___ Data supplied ___
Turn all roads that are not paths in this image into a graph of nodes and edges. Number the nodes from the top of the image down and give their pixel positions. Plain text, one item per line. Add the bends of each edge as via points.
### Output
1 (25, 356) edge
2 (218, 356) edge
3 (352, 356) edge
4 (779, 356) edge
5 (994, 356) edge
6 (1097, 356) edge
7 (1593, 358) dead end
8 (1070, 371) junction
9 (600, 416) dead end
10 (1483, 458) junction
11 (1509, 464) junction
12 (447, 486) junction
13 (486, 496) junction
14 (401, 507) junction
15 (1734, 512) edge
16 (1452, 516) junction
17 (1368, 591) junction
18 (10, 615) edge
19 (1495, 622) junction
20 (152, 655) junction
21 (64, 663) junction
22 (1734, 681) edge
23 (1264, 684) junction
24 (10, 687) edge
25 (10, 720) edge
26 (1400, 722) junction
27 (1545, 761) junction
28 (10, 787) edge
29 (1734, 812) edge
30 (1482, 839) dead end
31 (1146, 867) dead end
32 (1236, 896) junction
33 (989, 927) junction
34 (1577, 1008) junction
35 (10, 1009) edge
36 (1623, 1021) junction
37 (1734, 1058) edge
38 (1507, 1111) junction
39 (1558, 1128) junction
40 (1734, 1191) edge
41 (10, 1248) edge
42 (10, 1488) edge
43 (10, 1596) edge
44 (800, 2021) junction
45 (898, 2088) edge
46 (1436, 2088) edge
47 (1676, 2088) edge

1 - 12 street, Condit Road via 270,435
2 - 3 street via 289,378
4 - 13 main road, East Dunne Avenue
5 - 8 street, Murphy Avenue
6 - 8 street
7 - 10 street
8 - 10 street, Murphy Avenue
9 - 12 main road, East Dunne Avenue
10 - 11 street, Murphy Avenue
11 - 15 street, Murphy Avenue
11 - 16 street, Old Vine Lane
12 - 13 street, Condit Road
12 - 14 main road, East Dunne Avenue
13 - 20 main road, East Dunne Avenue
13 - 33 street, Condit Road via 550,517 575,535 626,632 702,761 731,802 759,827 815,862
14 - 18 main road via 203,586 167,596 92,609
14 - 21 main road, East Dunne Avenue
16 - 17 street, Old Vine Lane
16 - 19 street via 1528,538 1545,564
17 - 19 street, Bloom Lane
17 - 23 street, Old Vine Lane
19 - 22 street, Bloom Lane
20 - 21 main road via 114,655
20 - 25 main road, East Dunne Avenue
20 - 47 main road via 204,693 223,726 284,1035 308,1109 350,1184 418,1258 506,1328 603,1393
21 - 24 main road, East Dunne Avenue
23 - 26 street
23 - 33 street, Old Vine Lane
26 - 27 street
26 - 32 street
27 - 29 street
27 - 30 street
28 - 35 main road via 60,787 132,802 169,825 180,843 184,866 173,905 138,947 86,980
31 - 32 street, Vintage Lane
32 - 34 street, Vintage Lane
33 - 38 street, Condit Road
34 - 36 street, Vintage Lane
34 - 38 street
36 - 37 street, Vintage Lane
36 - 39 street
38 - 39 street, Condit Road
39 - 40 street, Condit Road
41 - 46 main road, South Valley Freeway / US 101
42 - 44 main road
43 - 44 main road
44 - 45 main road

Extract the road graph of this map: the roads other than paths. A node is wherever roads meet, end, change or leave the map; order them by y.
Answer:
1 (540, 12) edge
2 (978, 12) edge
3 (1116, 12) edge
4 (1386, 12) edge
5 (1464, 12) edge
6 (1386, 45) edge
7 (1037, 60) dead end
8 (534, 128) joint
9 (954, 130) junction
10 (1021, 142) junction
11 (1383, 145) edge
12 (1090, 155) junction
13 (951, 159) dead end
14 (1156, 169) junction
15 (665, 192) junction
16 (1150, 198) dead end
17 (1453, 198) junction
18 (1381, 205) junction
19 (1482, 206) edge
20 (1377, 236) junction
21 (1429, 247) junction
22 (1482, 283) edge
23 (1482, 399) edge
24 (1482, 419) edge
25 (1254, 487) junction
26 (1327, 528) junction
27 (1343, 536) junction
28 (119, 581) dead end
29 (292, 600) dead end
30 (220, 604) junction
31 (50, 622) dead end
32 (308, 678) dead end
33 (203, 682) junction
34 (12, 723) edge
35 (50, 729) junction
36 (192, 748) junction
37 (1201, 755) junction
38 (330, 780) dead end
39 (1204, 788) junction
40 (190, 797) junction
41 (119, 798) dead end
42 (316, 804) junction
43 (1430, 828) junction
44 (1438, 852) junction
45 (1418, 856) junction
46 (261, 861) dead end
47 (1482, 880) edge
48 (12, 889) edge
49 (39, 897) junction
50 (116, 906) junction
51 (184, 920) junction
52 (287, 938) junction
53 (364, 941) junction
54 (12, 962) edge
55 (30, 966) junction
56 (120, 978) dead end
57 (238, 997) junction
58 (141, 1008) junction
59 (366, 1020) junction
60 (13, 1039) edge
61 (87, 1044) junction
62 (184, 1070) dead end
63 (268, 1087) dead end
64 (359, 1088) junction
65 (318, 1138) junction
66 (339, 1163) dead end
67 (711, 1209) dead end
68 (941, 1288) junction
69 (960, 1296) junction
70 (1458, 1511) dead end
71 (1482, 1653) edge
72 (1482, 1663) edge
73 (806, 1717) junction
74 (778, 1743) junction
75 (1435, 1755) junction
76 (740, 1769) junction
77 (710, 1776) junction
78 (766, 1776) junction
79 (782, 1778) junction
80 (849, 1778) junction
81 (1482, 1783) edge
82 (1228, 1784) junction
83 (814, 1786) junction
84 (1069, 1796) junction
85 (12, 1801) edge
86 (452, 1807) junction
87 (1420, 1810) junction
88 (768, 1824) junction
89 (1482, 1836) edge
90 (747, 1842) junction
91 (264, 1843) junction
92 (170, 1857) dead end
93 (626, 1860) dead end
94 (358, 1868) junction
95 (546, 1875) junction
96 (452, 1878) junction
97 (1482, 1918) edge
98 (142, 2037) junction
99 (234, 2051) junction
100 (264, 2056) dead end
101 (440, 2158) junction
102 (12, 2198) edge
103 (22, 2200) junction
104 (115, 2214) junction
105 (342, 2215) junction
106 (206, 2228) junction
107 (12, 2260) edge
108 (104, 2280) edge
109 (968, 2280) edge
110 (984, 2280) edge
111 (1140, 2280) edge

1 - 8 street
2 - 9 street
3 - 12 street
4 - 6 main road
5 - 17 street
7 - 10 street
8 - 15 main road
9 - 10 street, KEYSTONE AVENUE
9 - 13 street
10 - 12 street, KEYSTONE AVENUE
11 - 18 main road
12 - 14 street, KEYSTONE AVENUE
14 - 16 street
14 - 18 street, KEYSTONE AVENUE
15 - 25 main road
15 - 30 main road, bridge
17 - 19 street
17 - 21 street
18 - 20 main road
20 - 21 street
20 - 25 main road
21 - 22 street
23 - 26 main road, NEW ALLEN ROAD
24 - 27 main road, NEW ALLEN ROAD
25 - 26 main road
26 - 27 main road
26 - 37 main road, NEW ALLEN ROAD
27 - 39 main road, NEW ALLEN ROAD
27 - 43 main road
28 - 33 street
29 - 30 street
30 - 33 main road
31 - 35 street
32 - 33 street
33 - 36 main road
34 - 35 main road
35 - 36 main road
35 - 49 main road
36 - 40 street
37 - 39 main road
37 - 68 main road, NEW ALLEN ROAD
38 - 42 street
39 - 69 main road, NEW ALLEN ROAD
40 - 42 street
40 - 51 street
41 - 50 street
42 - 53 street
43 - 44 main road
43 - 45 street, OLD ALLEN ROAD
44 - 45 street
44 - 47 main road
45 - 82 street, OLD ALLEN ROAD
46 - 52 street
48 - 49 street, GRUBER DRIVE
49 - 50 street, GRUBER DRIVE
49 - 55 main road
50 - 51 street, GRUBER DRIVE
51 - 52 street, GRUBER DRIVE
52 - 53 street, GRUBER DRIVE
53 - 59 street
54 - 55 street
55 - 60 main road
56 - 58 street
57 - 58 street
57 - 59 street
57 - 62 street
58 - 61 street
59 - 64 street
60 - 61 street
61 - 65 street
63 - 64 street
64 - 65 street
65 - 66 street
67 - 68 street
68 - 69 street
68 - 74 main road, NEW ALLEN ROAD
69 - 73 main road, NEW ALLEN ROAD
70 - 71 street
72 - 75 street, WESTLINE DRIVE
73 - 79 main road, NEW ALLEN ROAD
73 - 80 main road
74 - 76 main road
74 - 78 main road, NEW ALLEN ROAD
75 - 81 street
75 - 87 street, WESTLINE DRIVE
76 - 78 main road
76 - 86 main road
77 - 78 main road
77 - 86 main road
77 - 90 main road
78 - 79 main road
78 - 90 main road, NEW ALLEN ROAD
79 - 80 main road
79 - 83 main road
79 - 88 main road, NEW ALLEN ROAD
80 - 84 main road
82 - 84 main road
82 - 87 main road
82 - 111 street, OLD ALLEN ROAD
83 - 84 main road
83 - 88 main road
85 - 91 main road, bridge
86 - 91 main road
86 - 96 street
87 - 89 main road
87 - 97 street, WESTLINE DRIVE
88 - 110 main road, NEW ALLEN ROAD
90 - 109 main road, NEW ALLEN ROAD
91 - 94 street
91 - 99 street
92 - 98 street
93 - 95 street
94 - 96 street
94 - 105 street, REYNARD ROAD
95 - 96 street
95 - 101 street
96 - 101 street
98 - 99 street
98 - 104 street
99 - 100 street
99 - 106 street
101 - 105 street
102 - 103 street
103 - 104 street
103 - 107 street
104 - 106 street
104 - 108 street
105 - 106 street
___
» **Exercise requirements**
Number of lines containing the word "Lane" in the listing: state it, and add no other text.

» **Reply**
10